= Beginning of Section =

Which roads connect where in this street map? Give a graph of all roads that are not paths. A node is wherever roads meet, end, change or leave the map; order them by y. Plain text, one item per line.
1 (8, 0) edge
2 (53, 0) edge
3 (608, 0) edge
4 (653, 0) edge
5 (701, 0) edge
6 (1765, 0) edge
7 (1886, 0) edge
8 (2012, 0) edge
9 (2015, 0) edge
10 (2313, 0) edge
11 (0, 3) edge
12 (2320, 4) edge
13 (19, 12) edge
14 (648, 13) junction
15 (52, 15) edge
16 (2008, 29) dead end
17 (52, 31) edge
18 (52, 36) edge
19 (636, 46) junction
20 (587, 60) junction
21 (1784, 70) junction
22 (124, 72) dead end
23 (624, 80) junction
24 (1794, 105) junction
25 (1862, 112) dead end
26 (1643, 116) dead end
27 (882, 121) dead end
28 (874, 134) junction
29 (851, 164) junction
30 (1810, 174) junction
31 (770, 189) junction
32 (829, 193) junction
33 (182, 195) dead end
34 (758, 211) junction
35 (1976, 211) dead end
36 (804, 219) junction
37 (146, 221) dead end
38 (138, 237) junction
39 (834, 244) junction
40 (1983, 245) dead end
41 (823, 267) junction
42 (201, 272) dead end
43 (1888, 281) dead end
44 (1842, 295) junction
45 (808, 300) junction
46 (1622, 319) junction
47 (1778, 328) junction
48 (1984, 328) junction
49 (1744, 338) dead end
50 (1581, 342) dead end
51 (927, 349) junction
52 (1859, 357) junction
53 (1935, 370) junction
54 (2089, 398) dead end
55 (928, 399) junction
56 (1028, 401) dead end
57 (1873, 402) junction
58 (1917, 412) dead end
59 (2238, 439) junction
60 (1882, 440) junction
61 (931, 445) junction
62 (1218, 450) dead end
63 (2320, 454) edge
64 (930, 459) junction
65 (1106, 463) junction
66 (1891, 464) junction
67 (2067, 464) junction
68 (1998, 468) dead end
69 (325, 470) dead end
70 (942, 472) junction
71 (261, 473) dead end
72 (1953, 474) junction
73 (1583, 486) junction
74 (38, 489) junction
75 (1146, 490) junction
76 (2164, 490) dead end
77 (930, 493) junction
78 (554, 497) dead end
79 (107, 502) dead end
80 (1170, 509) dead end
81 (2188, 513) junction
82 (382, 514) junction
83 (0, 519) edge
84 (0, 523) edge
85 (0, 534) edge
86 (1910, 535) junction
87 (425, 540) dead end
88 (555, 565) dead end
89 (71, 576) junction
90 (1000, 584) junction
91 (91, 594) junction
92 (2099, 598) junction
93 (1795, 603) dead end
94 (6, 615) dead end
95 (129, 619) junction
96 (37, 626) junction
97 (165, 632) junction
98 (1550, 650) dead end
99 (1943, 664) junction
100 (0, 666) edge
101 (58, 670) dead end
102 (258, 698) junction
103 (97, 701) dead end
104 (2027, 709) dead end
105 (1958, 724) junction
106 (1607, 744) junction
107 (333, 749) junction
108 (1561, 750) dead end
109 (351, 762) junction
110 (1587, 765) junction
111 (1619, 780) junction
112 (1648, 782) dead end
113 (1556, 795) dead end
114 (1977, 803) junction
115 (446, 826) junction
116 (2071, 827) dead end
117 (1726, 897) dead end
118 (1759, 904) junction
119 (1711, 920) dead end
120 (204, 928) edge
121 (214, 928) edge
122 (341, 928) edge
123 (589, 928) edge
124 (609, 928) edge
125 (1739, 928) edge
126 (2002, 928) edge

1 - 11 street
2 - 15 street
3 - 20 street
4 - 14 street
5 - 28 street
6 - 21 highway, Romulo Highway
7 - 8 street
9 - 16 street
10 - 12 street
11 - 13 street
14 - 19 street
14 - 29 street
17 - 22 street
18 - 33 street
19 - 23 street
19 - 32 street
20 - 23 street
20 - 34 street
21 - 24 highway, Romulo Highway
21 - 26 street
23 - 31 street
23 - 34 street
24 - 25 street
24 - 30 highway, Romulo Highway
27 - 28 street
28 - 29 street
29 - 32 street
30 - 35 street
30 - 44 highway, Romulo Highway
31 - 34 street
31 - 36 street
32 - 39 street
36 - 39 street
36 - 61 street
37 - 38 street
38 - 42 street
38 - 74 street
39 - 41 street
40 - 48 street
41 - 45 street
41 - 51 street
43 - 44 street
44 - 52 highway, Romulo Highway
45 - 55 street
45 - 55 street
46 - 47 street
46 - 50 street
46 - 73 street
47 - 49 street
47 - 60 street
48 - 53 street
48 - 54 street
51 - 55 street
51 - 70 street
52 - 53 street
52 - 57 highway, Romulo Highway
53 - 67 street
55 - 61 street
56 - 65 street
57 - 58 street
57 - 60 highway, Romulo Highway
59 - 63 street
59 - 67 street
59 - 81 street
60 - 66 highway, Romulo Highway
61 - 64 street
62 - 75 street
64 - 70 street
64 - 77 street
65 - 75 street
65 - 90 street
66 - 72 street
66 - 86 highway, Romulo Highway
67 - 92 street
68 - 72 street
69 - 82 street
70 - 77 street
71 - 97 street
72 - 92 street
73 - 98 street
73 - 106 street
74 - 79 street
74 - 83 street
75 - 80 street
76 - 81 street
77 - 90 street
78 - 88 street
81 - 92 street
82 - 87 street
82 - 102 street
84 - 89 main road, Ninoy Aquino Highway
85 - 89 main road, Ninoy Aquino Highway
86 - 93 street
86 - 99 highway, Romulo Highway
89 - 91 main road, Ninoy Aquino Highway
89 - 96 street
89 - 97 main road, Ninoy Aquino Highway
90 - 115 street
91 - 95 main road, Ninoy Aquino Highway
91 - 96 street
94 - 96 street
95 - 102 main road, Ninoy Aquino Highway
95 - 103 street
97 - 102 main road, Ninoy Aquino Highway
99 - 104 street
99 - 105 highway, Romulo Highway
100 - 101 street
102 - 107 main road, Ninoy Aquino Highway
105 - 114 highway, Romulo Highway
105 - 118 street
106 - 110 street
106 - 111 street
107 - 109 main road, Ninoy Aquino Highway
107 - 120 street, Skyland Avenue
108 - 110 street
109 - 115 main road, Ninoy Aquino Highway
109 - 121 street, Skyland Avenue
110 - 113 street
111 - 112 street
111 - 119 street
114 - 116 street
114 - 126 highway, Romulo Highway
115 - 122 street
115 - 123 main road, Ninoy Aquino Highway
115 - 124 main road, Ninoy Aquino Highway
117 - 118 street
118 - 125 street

= End of Section =

Task directions = Show all lines in the records above that hold "Skyland".

Response to the task =
107 - 120 street, Skyland Avenue
109 - 121 street, Skyland Avenue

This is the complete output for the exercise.